◆ WORK REQUEST ◆
Within the listing below, tally the lines where the word "name" appears, and answer with nothing but the tally.

-- Opening Marker --

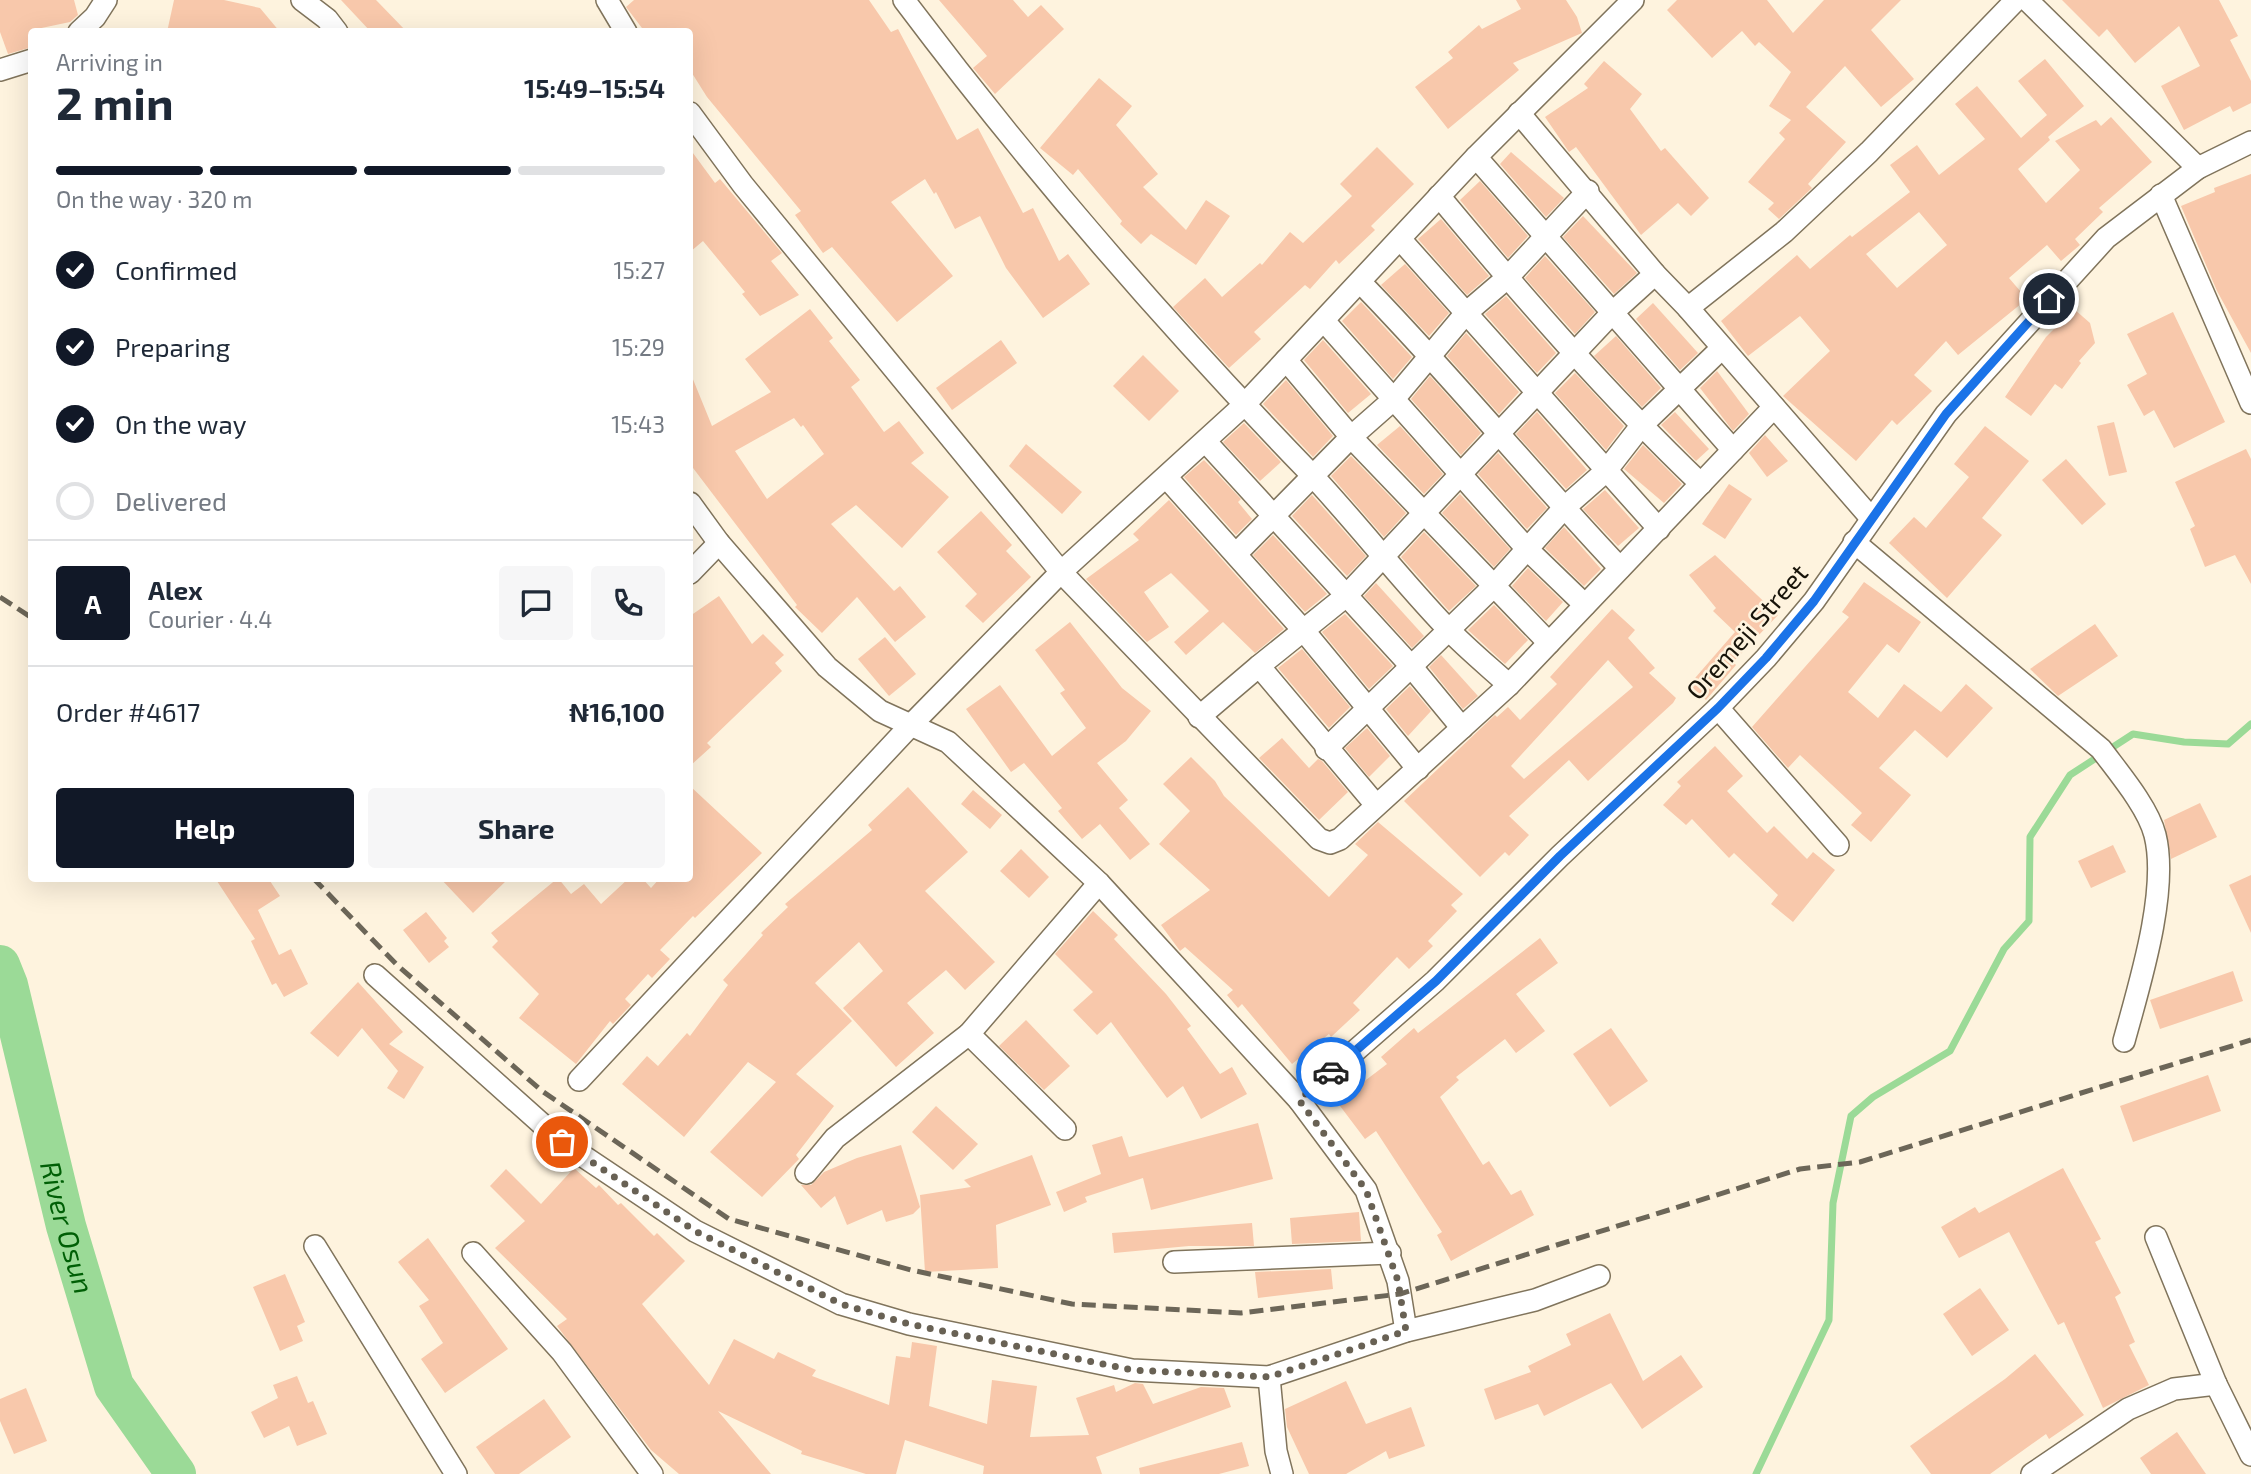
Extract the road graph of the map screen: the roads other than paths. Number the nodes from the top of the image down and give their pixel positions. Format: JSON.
{"nodes":[{"id":1,"x":106,"y":0,"type":"edge"},
{"id":2,"x":302,"y":0,"type":"edge"},
{"id":3,"x":607,"y":0,"type":"edge"},
{"id":4,"x":904,"y":0,"type":"edge"},
{"id":5,"x":1633,"y":0,"type":"edge"},
{"id":6,"x":2016,"y":0,"type":"edge"},
{"id":7,"x":2027,"y":0,"type":"edge"},
{"id":8,"x":83,"y":28,"type":"edge"},
{"id":9,"x":334,"y":28,"type":"edge"},
{"id":10,"x":624,"y":28,"type":"edge"},
{"id":11,"x":28,"y":61,"type":"edge"},
{"id":12,"x":0,"y":70,"type":"edge"},
{"id":13,"x":1519,"y":113,"type":"junction"},
{"id":14,"x":693,"y":117,"type":"edge"},
{"id":15,"x":2251,"y":142,"type":"edge"},
{"id":16,"x":1476,"y":157,"type":"junction"},
{"id":17,"x":2198,"y":168,"type":"junction"},
{"id":18,"x":1588,"y":191,"type":"junction"},
{"id":19,"x":2161,"y":195,"type":"junction"},
{"id":20,"x":1439,"y":196,"type":"junction"},
{"id":21,"x":1544,"y":236,"type":"junction"},
{"id":22,"x":1400,"y":239,"type":"junction"},
{"id":23,"x":1654,"y":274,"type":"junction"},
{"id":24,"x":1507,"y":278,"type":"junction"},
{"id":25,"x":1361,"y":283,"type":"junction"},
{"id":26,"x":1688,"y":308,"type":"junction"},
{"id":27,"x":1466,"y":313,"type":"junction"},
{"id":28,"x":1612,"y":313,"type":"junction"},
{"id":29,"x":1324,"y":321,"type":"junction"},
{"id":30,"x":1721,"y":349,"type":"junction"},
{"id":31,"x":1430,"y":353,"type":"junction"},
{"id":32,"x":1574,"y":354,"type":"junction"},
{"id":33,"x":1286,"y":360,"type":"junction"},
{"id":34,"x":1680,"y":388,"type":"junction"},
{"id":35,"x":1536,"y":394,"type":"junction"},
{"id":36,"x":1392,"y":400,"type":"junction"},
{"id":37,"x":2251,"y":403,"type":"edge"},
{"id":38,"x":1243,"y":406,"type":"junction"},
{"id":39,"x":1774,"y":407,"type":"junction"},
{"id":40,"x":1641,"y":426,"type":"junction"},
{"id":41,"x":1498,"y":434,"type":"junction"},
{"id":42,"x":1351,"y":437,"type":"junction"},
{"id":43,"x":1206,"y":442,"type":"junction"},
{"id":44,"x":1733,"y":450,"type":"junction"},
{"id":45,"x":1606,"y":471,"type":"junction"},
{"id":46,"x":1462,"y":474,"type":"junction"},
{"id":47,"x":1311,"y":475,"type":"junction"},
{"id":48,"x":1167,"y":478,"type":"junction"},
{"id":49,"x":1701,"y":484,"type":"junction"},
{"id":50,"x":693,"y":507,"type":"edge"},
{"id":51,"x":1564,"y":508,"type":"junction"},
{"id":52,"x":1423,"y":514,"type":"junction"},
{"id":53,"x":1273,"y":516,"type":"junction"},
{"id":54,"x":1871,"y":518,"type":"junction"},
{"id":55,"x":1658,"y":528,"type":"junction"},
{"id":56,"x":1854,"y":542,"type":"junction"},
{"id":57,"x":719,"y":543,"type":"junction"},
{"id":58,"x":1528,"y":550,"type":"junction"},
{"id":59,"x":1236,"y":554,"type":"junction"},
{"id":60,"x":1382,"y":556,"type":"junction"},
{"id":61,"x":1620,"y":568,"type":"junction"},
{"id":62,"x":693,"y":570,"type":"edge"},
{"id":63,"x":1061,"y":572,"type":"junction"},
{"id":64,"x":1493,"y":587,"type":"junction"},
{"id":65,"x":1346,"y":596,"type":"junction"},
{"id":66,"x":1585,"y":606,"type":"junction"},
{"id":67,"x":1447,"y":629,"type":"junction"},
{"id":68,"x":1304,"y":631,"type":"junction"},
{"id":69,"x":1549,"y":643,"type":"junction"},
{"id":70,"x":1410,"y":665,"type":"junction"},
{"id":71,"x":1259,"y":666,"type":"junction"},
{"id":72,"x":1509,"y":685,"type":"junction"},
{"id":73,"x":1367,"y":708,"type":"junction"},
{"id":74,"x":1718,"y":708,"type":"junction"},
{"id":75,"x":1199,"y":718,"type":"junction"},
{"id":76,"x":909,"y":727,"type":"junction"},
{"id":77,"x":1462,"y":728,"type":"junction"},
{"id":78,"x":1326,"y":749,"type":"junction"},
{"id":79,"x":1418,"y":769,"type":"junction"},
{"id":80,"x":1376,"y":805,"type":"junction"},
{"id":81,"x":1838,"y":845,"type":"dead end"},
{"id":82,"x":1099,"y":883,"type":"junction"},
{"id":83,"x":374,"y":975,"type":"dead end"},
{"id":84,"x":969,"y":1034,"type":"junction"},
{"id":85,"x":2124,"y":1041,"type":"dead end"},
{"id":86,"x":579,"y":1080,"type":"dead end"},
{"id":87,"x":1299,"y":1100,"type":"junction"},
{"id":88,"x":1065,"y":1129,"type":"dead end"},
{"id":89,"x":806,"y":1173,"type":"dead end"},
{"id":90,"x":2155,"y":1237,"type":"dead end"},
{"id":91,"x":315,"y":1247,"type":"dead end"},
{"id":92,"x":473,"y":1253,"type":"dead end"},
{"id":93,"x":1390,"y":1253,"type":"junction"},
{"id":94,"x":1174,"y":1262,"type":"dead end"},
{"id":95,"x":1599,"y":1276,"type":"dead end"},
{"id":96,"x":1406,"y":1331,"type":"junction"},
{"id":97,"x":1269,"y":1377,"type":"junction"},
{"id":98,"x":2216,"y":1384,"type":"junction"},
{"id":99,"x":2251,"y":1455,"type":"edge"},
{"id":100,"x":456,"y":1474,"type":"edge"},
{"id":101,"x":652,"y":1474,"type":"edge"},
{"id":102,"x":1282,"y":1474,"type":"edge"},
{"id":103,"x":2032,"y":1474,"type":"edge"}],
"edges":[{"from":1,"to":8,"type":"street"},
{"from":2,"to":9,"type":"street"},
{"from":3,"to":10,"type":"street"},
{"from":4,"to":38,"type":"street"},
{"from":5,"to":13,"type":"street"},
{"from":6,"to":26,"type":"street"},
{"from":7,"to":17,"type":"street"},
{"from":11,"to":12,"type":"street"},
{"from":13,"to":16,"type":"street"},
{"from":13,"to":18,"type":"street"},
{"from":14,"to":63,"type":"street"},
{"from":15,"to":17,"type":"street","name":"Oremeji Street"},
{"from":16,"to":20,"type":"street"},
{"from":16,"to":21,"type":"street"},
{"from":17,"to":19,"type":"street","name":"Oremeji Street"},
{"from":18,"to":21,"type":"street"},
{"from":18,"to":23,"type":"street"},
{"from":19,"to":37,"type":"street"},
{"from":19,"to":54,"type":"street","name":"Oremeji Street"},
{"from":20,"to":22,"type":"street"},
{"from":20,"to":24,"type":"street"},
{"from":21,"to":24,"type":"street"},
{"from":21,"to":28,"type":"street"},
{"from":22,"to":25,"type":"street"},
{"from":22,"to":27,"type":"street"},
{"from":23,"to":26,"type":"street"},
{"from":23,"to":28,"type":"street"},
{"from":24,"to":27,"type":"street"},
{"from":24,"to":32,"type":"street"},
{"from":25,"to":29,"type":"street"},
{"from":25,"to":31,"type":"street"},
{"from":26,"to":30,"type":"street"},
{"from":27,"to":31,"type":"street"},
{"from":27,"to":35,"type":"street"},
{"from":28,"to":32,"type":"street"},
{"from":28,"to":34,"type":"street"},
{"from":29,"to":33,"type":"street"},
{"from":29,"to":36,"type":"street"},
{"from":30,"to":34,"type":"street"},
{"from":30,"to":39,"type":"street"},
{"from":31,"to":36,"type":"street"},
{"from":31,"to":41,"type":"street"},
{"from":32,"to":35,"type":"street"},
{"from":32,"to":40,"type":"street"},
{"from":33,"to":38,"type":"street"},
{"from":33,"to":42,"type":"street"},
{"from":34,"to":40,"type":"street"},
{"from":34,"to":44,"type":"street"},
{"from":35,"to":41,"type":"street"},
{"from":35,"to":45,"type":"street"},
{"from":36,"to":42,"type":"street"},
{"from":36,"to":46,"type":"street"},
{"from":38,"to":43,"type":"street"},
{"from":38,"to":47,"type":"street"},
{"from":39,"to":44,"type":"street"},
{"from":39,"to":54,"type":"street"},
{"from":40,"to":45,"type":"street"},
{"from":40,"to":49,"type":"street"},
{"from":41,"to":46,"type":"street"},
{"from":41,"to":51,"type":"street"},
{"from":42,"to":47,"type":"street"},
{"from":42,"to":52,"type":"street"},
{"from":43,"to":48,"type":"street"},
{"from":43,"to":53,"type":"street"},
{"from":44,"to":49,"type":"street"},
{"from":45,"to":51,"type":"street"},
{"from":45,"to":55,"type":"street"},
{"from":46,"to":52,"type":"street"},
{"from":46,"to":58,"type":"street"},
{"from":47,"to":53,"type":"street"},
{"from":47,"to":60,"type":"street"},
{"from":48,"to":59,"type":"street"},
{"from":48,"to":63,"type":"street"},
{"from":49,"to":55,"type":"street"},
{"from":50,"to":57,"type":"street"},
{"from":51,"to":58,"type":"street"},
{"from":51,"to":61,"type":"street"},
{"from":52,"to":60,"type":"street"},
{"from":52,"to":64,"type":"street"},
{"from":53,"to":59,"type":"street"},
{"from":53,"to":65,"type":"street"},
{"from":54,"to":56,"type":"street","name":"Oremeji Street"},
{"from":55,"to":61,"type":"street"},
{"from":56,"to":74,"type":"street","name":"Oremeji Street"},
{"from":56,"to":85,"type":"street"},
{"from":57,"to":62,"type":"street"},
{"from":57,"to":76,"type":"street"},
{"from":58,"to":64,"type":"street"},
{"from":58,"to":66,"type":"street"},
{"from":59,"to":68,"type":"street"},
{"from":60,"to":65,"type":"street"},
{"from":60,"to":67,"type":"street"},
{"from":61,"to":66,"type":"street"},
{"from":63,"to":75,"type":"street"},
{"from":63,"to":76,"type":"street"},
{"from":64,"to":67,"type":"street"},
{"from":64,"to":69,"type":"street"},
{"from":65,"to":68,"type":"street"},
{"from":65,"to":70,"type":"street"},
{"from":66,"to":69,"type":"street"},
{"from":67,"to":70,"type":"street"},
{"from":67,"to":72,"type":"street"},
{"from":68,"to":71,"type":"street"},
{"from":68,"to":73,"type":"street"},
{"from":69,"to":72,"type":"street"},
{"from":70,"to":73,"type":"street"},
{"from":70,"to":77,"type":"street"},
{"from":71,"to":75,"type":"street"},
{"from":71,"to":78,"type":"street"},
{"from":72,"to":77,"type":"street"},
{"from":73,"to":78,"type":"street"},
{"from":73,"to":79,"type":"street"},
{"from":74,"to":81,"type":"street"},
{"from":74,"to":87,"type":"street","name":"Oremeji Street"},
{"from":75,"to":80,"type":"street"},
{"from":76,"to":82,"type":"street"},
{"from":76,"to":86,"type":"street"},
{"from":77,"to":79,"type":"street"},
{"from":78,"to":80,"type":"street"},
{"from":79,"to":80,"type":"street"},
{"from":82,"to":84,"type":"street"},
{"from":82,"to":87,"type":"street"},
{"from":83,"to":97,"type":"street"},
{"from":84,"to":88,"type":"street"},
{"from":84,"to":89,"type":"street"},
{"from":87,"to":93,"type":"street"},
{"from":90,"to":98,"type":"street"},
{"from":91,"to":100,"type":"street"},
{"from":92,"to":101,"type":"street"},
{"from":93,"to":94,"type":"street"},
{"from":93,"to":96,"type":"street"},
{"from":95,"to":96,"type":"street"},
{"from":96,"to":97,"type":"street"},
{"from":97,"to":102,"type":"street"},
{"from":98,"to":99,"type":"street"},
{"from":98,"to":103,"type":"street"}]}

-- Closing Marker --

◆ OUTPUT ◆
6